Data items
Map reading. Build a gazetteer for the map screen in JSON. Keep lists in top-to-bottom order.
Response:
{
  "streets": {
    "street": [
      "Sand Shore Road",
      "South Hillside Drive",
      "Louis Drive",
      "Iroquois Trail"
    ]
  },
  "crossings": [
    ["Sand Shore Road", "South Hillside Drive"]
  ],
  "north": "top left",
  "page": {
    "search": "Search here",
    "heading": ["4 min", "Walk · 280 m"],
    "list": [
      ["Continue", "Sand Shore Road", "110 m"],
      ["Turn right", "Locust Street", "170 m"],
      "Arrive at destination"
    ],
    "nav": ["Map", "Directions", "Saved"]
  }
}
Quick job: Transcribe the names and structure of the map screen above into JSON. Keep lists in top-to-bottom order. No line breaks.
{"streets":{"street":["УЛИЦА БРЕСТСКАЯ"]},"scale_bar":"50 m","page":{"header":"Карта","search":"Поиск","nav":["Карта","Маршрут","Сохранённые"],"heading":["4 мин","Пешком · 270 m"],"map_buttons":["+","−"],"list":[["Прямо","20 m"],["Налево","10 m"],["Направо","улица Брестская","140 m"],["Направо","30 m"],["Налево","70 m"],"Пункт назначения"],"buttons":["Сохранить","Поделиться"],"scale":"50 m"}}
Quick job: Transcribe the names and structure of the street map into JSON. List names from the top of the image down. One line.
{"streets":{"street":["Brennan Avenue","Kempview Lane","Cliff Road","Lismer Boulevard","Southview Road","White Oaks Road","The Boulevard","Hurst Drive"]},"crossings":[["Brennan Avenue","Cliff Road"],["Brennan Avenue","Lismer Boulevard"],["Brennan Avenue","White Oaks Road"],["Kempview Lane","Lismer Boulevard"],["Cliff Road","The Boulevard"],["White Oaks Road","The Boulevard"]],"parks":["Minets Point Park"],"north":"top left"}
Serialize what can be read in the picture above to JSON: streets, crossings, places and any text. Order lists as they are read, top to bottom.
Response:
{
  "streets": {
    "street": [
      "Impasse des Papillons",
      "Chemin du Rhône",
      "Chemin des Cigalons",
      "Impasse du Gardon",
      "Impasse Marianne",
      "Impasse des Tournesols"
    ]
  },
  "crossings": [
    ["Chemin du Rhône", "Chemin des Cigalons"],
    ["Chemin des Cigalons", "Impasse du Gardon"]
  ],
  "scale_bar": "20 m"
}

#### WORK ORDER
Would you write the records out again, word for word?

#### YOUR SOLUTION
Map reading. Build a gazetteer for the map screen in JSON. Keep lists in top-to-bottom order.
Response:
{
  "streets": {
    "street": [
      "Sand Shore Road",
      "South Hillside Drive",
      "Louis Drive",
      "Iroquois Trail"
    ]
  },
  "crossings": [
    ["Sand Shore Road", "South Hillside Drive"]
  ],
  "north": "top left",
  "page": {
    "search": "Search here",
    "heading": ["4 min", "Walk · 280 m"],
    "list": [
      ["Continue", "Sand Shore Road", "110 m"],
      ["Turn right", "Locust Street", "170 m"],
      "Arrive at destination"
    ],
    "nav": ["Map", "Directions", "Saved"]
  }
}
Quick job: Transcribe the names and structure of the map screen above into JSON. Keep lists in top-to-bottom order. No line breaks.
{"streets":{"street":["УЛИЦА БРЕСТСКАЯ"]},"scale_bar":"50 m","page":{"header":"Карта","search":"Поиск","nav":["Карта","Маршрут","Сохранённые"],"heading":["4 мин","Пешком · 270 m"],"map_buttons":["+","−"],"list":[["Прямо","20 m"],["Налево","10 m"],["Направо","улица Брестская","140 m"],["Направо","30 m"],["Налево","70 m"],"Пункт назначения"],"buttons":["Сохранить","Поделиться"],"scale":"50 m"}}
Quick job: Transcribe the names and structure of the street map into JSON. List names from the top of the image down. One line.
{"streets":{"street":["Brennan Avenue","Kempview Lane","Cliff Road","Lismer Boulevard","Southview Road","White Oaks Road","The Boulevard","Hurst Drive"]},"crossings":[["Brennan Avenue","Cliff Road"],["Brennan Avenue","Lismer Boulevard"],["Brennan Avenue","White Oaks Road"],["Kempview Lane","Lismer Boulevard"],["Cliff Road","The Boulevard"],["White Oaks Road","The Boulevard"]],"parks":["Minets Point Park"],"north":"top left"}
Serialize what can be read in the picture above to JSON: streets, crossings, places and any text. Order lists as they are read, top to bottom.
Response:
{
  "streets": {
    "street": [
      "Impasse des Papillons",
      "Chemin du Rhône",
      "Chemin des Cigalons",
      "Impasse du Gardon",
      "Impasse Marianne",
      "Impasse des Tournesols"
    ]
  },
  "crossings": [
    ["Chemin du Rhône", "Chemin des Cigalons"],
    ["Chemin des Cigalons", "Impasse du Gardon"]
  ],
  "scale_bar": "20 m"
}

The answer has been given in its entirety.